STUDY MATERIAL »
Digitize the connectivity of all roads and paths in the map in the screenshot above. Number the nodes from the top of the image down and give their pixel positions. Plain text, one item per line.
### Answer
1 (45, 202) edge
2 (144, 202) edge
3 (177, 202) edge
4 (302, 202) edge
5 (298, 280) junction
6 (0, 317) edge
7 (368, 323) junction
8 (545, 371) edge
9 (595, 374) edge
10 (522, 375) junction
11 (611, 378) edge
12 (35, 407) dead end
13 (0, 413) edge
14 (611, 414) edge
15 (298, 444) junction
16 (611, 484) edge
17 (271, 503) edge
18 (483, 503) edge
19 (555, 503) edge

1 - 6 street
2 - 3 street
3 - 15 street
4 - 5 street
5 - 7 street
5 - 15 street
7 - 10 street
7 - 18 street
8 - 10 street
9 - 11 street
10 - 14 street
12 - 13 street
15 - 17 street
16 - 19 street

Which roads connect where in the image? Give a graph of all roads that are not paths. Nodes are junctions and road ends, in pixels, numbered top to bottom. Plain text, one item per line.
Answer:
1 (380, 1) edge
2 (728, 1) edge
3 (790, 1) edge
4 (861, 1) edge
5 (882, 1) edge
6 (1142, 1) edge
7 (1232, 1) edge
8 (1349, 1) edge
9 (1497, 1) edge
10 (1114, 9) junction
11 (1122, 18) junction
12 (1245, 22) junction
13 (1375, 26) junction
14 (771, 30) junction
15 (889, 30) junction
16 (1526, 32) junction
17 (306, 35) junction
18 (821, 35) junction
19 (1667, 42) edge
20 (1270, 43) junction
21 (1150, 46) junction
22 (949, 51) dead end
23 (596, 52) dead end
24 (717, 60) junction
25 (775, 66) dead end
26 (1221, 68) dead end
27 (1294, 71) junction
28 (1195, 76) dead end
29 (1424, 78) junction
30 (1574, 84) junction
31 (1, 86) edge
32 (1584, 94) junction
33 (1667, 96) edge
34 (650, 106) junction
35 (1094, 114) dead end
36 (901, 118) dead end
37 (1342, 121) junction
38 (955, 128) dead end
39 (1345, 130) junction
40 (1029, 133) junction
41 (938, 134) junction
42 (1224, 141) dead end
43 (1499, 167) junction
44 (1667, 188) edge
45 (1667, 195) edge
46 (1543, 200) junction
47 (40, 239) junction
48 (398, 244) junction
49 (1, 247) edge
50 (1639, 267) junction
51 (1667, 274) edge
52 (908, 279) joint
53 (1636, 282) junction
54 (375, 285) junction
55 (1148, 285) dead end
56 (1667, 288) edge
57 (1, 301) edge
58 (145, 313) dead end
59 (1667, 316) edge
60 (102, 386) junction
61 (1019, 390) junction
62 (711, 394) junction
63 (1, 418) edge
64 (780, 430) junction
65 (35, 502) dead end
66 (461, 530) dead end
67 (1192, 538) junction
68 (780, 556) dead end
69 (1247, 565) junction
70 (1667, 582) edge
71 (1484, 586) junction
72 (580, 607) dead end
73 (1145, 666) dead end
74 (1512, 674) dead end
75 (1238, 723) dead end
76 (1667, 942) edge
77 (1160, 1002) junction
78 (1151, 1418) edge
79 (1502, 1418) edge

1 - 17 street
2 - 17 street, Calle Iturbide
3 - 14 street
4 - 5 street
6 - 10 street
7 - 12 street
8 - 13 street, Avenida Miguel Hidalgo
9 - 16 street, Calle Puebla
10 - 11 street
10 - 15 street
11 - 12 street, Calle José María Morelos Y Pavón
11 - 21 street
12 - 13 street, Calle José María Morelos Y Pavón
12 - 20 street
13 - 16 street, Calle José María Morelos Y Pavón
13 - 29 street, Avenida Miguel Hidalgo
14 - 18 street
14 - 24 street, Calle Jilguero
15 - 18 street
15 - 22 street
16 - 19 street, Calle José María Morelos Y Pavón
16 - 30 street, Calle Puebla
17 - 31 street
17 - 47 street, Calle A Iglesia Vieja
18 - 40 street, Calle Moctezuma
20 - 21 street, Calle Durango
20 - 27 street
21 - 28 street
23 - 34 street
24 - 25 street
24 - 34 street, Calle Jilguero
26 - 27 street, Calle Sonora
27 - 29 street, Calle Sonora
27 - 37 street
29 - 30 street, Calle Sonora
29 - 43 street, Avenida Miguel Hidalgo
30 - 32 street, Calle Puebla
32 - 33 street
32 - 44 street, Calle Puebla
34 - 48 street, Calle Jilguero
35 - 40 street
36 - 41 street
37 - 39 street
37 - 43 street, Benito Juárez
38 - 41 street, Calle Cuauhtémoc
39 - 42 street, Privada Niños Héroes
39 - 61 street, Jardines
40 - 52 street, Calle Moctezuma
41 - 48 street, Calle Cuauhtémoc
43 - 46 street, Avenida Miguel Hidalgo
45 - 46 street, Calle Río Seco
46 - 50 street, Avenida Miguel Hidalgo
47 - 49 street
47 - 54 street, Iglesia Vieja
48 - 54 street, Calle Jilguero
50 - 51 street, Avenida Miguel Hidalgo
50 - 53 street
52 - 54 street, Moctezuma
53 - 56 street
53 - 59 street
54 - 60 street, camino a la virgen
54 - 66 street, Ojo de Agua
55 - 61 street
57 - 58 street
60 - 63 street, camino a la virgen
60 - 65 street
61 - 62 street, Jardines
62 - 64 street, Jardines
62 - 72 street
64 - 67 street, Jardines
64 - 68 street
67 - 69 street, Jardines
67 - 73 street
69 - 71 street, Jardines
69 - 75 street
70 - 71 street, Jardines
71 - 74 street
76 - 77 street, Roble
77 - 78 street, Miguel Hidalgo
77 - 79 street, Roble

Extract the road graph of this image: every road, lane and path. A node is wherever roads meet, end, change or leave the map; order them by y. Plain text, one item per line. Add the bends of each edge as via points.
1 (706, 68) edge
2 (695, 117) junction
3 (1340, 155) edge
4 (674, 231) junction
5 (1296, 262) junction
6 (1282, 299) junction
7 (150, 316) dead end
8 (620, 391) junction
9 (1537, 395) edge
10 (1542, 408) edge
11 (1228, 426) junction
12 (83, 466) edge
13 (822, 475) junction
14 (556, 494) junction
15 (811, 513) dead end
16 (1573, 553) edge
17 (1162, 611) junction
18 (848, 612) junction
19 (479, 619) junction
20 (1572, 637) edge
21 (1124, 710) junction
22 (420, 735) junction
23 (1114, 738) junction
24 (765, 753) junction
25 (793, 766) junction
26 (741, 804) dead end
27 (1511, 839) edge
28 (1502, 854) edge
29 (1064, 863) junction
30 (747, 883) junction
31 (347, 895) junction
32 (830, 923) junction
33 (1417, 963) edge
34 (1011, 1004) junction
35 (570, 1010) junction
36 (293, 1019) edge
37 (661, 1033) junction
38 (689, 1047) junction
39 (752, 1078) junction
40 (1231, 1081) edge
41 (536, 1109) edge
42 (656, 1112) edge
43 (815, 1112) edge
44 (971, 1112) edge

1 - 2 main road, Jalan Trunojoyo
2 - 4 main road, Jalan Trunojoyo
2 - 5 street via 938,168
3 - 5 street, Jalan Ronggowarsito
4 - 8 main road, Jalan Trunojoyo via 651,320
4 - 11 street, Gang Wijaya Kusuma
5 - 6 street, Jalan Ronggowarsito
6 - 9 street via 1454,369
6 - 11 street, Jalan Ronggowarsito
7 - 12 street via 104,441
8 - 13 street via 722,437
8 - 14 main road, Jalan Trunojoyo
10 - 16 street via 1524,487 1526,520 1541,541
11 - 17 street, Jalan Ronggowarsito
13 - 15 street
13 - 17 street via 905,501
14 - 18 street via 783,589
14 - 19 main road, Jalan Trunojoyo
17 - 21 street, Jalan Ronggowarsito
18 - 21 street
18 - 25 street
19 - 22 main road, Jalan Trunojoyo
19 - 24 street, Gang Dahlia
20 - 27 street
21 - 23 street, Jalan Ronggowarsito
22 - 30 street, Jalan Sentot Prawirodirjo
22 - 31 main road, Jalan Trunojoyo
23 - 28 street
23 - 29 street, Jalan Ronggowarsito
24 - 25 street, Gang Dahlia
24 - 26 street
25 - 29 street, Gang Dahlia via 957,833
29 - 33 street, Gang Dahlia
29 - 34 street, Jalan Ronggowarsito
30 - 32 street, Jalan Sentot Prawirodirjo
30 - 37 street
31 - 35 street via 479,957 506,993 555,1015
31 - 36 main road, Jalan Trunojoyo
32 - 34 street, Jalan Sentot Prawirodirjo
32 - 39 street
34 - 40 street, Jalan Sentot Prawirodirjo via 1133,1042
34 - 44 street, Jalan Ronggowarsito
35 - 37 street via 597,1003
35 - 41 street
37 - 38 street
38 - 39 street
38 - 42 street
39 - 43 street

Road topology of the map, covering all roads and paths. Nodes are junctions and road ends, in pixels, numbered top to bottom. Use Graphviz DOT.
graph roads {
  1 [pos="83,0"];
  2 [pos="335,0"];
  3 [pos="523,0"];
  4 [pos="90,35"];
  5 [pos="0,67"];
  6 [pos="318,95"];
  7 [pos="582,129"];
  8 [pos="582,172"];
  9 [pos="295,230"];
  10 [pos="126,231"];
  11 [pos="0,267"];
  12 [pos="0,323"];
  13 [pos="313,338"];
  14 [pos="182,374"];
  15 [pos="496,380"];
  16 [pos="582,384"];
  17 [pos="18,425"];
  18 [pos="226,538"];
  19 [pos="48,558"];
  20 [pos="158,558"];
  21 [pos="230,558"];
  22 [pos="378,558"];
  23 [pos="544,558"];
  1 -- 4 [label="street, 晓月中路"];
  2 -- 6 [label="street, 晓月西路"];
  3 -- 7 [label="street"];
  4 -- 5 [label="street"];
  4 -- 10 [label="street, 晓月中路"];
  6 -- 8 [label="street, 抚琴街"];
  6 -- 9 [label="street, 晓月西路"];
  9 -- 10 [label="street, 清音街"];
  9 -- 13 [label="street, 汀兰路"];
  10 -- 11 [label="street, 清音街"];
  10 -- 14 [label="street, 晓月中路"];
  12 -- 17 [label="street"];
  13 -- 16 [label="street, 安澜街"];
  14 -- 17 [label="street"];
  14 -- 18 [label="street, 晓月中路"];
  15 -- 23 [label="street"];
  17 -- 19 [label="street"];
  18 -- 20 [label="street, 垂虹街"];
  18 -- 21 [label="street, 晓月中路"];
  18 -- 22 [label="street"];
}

TASK TO COMPLETE » Among the lines of the data above, find those with the word "pixels" and show them.

RESULT »
Which roads connect where in the image? Give a graph of all roads that are not paths. Nodes are junctions and road ends, in pixels, numbered top to bottom. Plain text, one item per line.
Road topology of the map, covering all roads and paths. Nodes are junctions and road ends, in pixels, numbered top to bottom. Use Graphviz DOT.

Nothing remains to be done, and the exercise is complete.